Enhancing beta-hydroxy ketone selectivity in the aldol condensation of furfural and acetone over N-B-O sites in calcined boron nitride

Controlling aldol condensation while suppressing dehydration to afford beta-hydroxy ketones is a potential and promising synthetic method for obtaining chiral alcohols. However, this strategy only works well in homogeneous processes, and further dehydration of the beta-hydroxy ketone occurs irrepressibly in most heterogeneous systems. In this work, intrinsically inert BN calcined at a high temperature in air was found to be able to catalyze the aldol condensation of biomass-derived furfural and acetone to obtain hydrated 4-(furan-2-yl)-4-hydroxybutan-2-one (FAc-OH) with a high selectivity. Two types of oxygen-substituted nitrogen defect sites over air-calcined BN were convincingly identified and successfully correlated with the corresponding catalytic performance for aldol condensation with and without dehydration.
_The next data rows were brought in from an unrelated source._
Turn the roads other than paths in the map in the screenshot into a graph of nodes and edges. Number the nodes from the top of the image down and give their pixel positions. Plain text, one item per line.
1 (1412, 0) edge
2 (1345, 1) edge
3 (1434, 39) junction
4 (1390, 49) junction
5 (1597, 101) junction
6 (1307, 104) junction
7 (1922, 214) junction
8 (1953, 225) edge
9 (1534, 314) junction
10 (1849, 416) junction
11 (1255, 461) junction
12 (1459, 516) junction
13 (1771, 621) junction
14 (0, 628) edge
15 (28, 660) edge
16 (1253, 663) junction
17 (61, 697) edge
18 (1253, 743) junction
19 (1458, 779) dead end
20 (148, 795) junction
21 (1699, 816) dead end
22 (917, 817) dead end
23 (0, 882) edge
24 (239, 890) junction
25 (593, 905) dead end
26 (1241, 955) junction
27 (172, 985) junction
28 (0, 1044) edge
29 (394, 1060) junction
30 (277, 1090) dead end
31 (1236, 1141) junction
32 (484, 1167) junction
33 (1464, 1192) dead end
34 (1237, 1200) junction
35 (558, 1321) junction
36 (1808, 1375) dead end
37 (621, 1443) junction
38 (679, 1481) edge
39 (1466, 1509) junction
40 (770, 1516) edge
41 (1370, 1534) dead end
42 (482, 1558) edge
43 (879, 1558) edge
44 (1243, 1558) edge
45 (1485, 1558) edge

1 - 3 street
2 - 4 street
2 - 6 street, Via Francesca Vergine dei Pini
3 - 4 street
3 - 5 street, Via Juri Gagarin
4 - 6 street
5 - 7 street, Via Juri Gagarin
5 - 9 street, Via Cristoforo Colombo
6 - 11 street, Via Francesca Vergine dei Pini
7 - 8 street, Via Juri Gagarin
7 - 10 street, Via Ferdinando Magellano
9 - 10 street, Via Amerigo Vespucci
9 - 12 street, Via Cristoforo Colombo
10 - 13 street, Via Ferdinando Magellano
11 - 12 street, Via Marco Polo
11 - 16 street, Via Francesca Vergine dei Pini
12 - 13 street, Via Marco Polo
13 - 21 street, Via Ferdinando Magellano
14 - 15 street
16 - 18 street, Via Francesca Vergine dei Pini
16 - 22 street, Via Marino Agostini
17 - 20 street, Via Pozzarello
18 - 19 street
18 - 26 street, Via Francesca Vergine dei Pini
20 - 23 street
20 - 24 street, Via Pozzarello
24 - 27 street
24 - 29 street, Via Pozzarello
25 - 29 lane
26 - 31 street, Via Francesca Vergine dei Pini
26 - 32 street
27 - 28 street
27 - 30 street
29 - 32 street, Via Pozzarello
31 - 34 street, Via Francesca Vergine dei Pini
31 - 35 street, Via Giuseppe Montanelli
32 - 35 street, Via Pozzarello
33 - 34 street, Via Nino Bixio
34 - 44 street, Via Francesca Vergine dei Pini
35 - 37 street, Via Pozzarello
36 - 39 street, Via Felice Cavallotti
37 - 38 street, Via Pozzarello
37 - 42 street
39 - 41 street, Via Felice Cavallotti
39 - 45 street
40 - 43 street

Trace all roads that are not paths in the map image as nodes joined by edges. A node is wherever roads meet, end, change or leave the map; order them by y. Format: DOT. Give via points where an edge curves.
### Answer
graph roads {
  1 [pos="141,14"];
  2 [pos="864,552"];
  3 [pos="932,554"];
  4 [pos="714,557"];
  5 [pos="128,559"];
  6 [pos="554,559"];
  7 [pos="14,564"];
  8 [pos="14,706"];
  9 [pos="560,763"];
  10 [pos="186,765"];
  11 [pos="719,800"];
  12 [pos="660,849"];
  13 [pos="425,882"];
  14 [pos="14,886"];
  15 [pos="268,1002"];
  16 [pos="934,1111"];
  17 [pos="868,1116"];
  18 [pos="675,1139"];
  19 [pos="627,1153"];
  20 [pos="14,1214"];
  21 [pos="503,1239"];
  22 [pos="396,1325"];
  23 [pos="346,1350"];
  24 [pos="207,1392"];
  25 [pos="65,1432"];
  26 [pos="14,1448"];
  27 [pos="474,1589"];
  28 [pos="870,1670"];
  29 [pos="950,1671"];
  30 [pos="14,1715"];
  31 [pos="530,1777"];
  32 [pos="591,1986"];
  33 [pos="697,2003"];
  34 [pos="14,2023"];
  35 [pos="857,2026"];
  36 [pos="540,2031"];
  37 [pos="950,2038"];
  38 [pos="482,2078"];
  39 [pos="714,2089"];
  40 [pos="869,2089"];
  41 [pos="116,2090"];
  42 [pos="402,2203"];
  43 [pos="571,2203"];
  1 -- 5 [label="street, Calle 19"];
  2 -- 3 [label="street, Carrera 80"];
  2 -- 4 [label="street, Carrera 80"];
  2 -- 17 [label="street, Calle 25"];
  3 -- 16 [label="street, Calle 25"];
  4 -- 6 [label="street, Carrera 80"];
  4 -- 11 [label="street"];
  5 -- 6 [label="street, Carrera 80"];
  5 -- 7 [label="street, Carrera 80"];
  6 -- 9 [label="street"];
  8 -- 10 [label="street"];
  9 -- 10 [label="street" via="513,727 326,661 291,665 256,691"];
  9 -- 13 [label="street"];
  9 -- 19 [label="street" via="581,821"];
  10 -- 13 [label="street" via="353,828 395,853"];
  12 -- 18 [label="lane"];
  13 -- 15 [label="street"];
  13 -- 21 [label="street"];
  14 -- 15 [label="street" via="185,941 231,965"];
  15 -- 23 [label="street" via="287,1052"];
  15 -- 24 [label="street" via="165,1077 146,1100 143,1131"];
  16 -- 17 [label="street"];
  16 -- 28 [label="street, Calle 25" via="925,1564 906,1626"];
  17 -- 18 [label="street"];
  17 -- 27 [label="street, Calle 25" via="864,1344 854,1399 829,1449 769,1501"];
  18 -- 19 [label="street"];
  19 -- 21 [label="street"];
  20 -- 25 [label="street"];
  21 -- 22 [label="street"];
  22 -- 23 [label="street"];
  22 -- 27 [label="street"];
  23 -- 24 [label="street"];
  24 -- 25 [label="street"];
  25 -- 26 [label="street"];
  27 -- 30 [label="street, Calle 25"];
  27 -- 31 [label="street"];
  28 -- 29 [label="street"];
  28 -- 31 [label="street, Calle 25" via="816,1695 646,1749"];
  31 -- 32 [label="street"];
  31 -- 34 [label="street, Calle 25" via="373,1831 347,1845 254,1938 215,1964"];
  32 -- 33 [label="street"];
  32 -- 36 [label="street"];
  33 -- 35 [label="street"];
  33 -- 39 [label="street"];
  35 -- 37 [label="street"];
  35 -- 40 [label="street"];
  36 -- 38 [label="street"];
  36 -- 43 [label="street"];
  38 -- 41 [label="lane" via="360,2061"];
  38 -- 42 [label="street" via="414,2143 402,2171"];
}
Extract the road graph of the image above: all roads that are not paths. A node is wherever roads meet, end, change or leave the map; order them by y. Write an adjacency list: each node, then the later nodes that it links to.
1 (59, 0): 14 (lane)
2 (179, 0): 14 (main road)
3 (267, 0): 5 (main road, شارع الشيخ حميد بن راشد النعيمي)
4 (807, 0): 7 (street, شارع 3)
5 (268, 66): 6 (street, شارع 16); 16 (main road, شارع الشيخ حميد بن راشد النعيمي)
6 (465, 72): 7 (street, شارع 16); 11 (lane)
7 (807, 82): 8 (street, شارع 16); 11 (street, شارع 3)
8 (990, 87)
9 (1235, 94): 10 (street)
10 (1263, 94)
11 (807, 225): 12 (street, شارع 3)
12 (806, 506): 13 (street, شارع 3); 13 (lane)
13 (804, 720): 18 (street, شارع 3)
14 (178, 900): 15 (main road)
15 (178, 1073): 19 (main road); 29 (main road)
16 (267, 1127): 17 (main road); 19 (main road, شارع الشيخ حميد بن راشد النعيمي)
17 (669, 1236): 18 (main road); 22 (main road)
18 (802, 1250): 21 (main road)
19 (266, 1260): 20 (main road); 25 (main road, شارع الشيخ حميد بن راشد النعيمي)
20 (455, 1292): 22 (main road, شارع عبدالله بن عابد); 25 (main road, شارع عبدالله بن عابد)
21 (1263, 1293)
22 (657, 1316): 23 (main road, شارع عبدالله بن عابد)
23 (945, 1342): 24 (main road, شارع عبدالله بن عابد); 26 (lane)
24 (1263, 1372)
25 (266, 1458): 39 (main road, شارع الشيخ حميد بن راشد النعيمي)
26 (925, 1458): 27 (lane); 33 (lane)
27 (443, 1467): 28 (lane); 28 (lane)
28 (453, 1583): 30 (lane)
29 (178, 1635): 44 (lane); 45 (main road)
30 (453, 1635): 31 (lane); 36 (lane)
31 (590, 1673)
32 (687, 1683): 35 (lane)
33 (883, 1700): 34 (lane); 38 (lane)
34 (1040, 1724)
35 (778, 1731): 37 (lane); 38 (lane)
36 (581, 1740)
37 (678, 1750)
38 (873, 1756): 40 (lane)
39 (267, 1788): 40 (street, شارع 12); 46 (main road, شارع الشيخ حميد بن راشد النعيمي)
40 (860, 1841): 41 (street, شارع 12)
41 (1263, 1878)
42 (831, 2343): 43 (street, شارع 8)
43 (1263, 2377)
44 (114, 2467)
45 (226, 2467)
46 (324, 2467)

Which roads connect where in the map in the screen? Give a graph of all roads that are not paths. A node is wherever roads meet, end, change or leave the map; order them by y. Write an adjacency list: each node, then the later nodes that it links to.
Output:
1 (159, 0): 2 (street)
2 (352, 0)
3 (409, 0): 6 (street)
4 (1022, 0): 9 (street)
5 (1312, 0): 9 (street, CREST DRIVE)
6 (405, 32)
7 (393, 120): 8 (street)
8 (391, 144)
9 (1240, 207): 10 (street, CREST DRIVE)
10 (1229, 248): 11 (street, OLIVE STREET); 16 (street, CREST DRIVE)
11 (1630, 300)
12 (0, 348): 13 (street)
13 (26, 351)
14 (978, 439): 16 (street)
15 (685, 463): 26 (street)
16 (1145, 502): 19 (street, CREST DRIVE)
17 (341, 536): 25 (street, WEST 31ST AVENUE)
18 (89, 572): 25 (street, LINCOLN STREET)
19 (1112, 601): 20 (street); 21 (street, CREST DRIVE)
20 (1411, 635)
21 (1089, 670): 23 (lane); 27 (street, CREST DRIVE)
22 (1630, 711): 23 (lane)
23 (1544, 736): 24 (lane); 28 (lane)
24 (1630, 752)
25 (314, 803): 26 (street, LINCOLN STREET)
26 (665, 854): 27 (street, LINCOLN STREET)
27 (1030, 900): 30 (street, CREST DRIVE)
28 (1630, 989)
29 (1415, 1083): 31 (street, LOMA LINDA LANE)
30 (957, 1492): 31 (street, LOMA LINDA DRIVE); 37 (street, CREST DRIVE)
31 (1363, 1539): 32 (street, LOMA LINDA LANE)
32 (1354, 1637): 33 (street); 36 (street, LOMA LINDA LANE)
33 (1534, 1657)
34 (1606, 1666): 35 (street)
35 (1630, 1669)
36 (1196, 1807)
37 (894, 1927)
A B-centered Lewis acid-catalyzed mechanism was proposed, where the N-B-O sites can selectively produce the beta-hydroxy ketone for aldol condensation and the beta-hydroxy ketone is more likely to further dehydrate at the O-B-O sites. The controlled synthesis of the two distinct active sites offers an efficient way to switch the distribution of dehydrated and hydrated products produced by aldol condensation.